On the first point I think that the demand is reasonable; provided that the repeal of the clause complained of shall apply strictly to the tract still owned by the Indians, & that those who have made locations in the part of the tract already purchased shall not have a right after a limited time (which may however be extended some time longer) to remove their locations even to the part not yet purchased. Mr Taylor should, I think, be advised to petition Congress, as is done by all persons who think themselves aggrieved by any existing provisions of the laws of the United States.

On the second point which pertains to another department, I will only beg leave to observe that whenever the land in question shall be purchased, it would be important that the purchase should embrace, on whatever breadth from East to West may be obtained, all the lands from North to South, that is to say from Lake Erie South to the present northern Indian boundary line as fixed by the treaty of Greenville. The object would be to unite the Connecticut reserve with the Michigan territory; the Settlements in that territory being now insulated and divided from those in the Connecticut reserve by a tract along Lake Erie still in the possession of the Indians, & which lies under the same Meridian with & north of the tract reserved for the Virginia military bounties, which the claimants of such bounties want to be purchased from the Indians. Respectfully submitted

Albert Gallatin

Ms (DLC). Docketed by JM.

1Gallatin was replying to specific complaints registered by James Taylor in his 26 May 1809 letter to JM regarding military land warrants.

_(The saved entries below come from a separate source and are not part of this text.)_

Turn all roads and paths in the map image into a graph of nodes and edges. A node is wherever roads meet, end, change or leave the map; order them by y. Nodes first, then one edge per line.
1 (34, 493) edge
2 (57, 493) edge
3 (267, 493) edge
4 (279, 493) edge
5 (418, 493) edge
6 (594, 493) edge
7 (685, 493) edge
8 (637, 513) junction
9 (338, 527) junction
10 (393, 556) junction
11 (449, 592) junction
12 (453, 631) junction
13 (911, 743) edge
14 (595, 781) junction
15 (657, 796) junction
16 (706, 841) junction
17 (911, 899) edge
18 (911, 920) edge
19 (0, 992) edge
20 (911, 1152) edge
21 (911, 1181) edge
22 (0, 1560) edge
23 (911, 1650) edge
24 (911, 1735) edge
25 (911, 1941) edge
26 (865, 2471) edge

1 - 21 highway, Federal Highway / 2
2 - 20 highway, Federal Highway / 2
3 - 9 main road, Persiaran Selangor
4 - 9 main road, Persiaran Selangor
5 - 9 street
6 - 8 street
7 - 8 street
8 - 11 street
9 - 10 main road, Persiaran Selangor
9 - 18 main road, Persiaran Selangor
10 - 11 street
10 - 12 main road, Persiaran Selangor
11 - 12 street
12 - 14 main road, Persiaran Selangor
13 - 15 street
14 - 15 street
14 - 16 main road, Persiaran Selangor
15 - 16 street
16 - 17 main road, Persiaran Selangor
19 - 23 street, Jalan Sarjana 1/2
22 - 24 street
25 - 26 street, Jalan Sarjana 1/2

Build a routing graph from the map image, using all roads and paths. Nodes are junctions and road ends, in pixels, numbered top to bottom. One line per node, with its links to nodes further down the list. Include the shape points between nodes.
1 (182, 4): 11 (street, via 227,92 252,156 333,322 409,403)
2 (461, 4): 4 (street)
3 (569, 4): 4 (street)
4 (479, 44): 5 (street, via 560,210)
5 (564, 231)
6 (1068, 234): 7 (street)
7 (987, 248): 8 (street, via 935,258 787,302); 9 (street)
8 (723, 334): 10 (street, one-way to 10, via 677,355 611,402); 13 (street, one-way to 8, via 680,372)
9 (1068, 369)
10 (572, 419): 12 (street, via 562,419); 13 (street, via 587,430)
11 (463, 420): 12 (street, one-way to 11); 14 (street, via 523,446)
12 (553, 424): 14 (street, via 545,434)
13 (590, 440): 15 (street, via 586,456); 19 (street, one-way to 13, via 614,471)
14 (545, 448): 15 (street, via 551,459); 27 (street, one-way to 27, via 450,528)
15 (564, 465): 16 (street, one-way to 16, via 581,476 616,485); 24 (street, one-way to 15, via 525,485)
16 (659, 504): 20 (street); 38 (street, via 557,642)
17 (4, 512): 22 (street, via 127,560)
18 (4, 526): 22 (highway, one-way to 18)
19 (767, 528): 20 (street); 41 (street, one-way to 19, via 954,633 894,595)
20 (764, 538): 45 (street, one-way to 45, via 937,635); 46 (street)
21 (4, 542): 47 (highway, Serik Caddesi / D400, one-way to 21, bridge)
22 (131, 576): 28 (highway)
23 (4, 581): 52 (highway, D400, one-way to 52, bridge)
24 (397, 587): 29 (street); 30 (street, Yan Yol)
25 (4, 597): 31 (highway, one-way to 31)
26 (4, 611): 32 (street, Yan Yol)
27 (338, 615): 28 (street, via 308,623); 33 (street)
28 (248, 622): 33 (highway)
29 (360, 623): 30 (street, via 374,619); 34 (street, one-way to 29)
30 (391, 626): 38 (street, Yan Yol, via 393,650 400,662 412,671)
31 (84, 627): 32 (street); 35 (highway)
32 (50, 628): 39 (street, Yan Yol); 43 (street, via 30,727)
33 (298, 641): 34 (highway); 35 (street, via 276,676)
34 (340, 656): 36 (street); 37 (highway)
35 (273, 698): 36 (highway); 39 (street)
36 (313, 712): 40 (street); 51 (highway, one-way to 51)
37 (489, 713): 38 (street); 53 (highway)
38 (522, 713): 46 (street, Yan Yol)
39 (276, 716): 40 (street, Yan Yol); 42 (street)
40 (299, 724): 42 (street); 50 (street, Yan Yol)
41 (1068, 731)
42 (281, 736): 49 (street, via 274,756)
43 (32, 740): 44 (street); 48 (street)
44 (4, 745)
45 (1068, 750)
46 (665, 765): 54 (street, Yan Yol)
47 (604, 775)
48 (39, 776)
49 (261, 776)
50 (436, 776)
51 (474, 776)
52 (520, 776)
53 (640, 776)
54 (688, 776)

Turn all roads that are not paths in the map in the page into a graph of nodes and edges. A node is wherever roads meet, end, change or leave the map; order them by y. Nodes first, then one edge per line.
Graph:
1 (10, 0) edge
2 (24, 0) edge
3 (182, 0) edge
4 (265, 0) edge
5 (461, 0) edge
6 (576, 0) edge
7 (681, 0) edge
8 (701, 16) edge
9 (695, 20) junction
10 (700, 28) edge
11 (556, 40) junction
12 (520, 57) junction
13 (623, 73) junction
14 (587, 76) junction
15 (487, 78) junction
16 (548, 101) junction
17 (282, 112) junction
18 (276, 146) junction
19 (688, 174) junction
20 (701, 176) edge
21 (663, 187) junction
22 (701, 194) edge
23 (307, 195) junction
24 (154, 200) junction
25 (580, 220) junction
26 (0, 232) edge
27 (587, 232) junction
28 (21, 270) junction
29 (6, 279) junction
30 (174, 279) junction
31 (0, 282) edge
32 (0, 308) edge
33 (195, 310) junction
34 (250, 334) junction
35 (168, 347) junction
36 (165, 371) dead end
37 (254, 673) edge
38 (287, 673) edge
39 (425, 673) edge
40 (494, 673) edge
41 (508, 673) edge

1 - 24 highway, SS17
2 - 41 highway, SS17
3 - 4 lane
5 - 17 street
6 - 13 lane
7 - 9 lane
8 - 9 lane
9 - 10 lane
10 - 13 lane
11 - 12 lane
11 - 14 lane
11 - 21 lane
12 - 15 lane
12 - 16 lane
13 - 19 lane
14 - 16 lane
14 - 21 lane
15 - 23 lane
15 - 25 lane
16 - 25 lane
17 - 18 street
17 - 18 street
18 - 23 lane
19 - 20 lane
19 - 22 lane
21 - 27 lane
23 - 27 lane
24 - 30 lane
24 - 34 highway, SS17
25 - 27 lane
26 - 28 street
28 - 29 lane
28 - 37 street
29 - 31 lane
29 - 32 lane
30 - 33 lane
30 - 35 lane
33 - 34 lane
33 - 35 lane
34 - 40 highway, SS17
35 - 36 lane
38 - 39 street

2Taylor stated that a survey was needed so that overlapping entries might be adjusted. When Gallatin served in the House during debates on the 1796 land act, he had made an effort to blend the rectangular survey system with the usual Virginia practice of fixing land warrant limits along unsurveyed natural boundaries (Annals of Congress description begins Debates and Proceedings in the Congress of the United States … (42 vols.; Washington, 1834–56). description ends , 4th Cong., 1st sess., 336; Hibbard, History of the Public Land Policies, pp. 36–37, 67).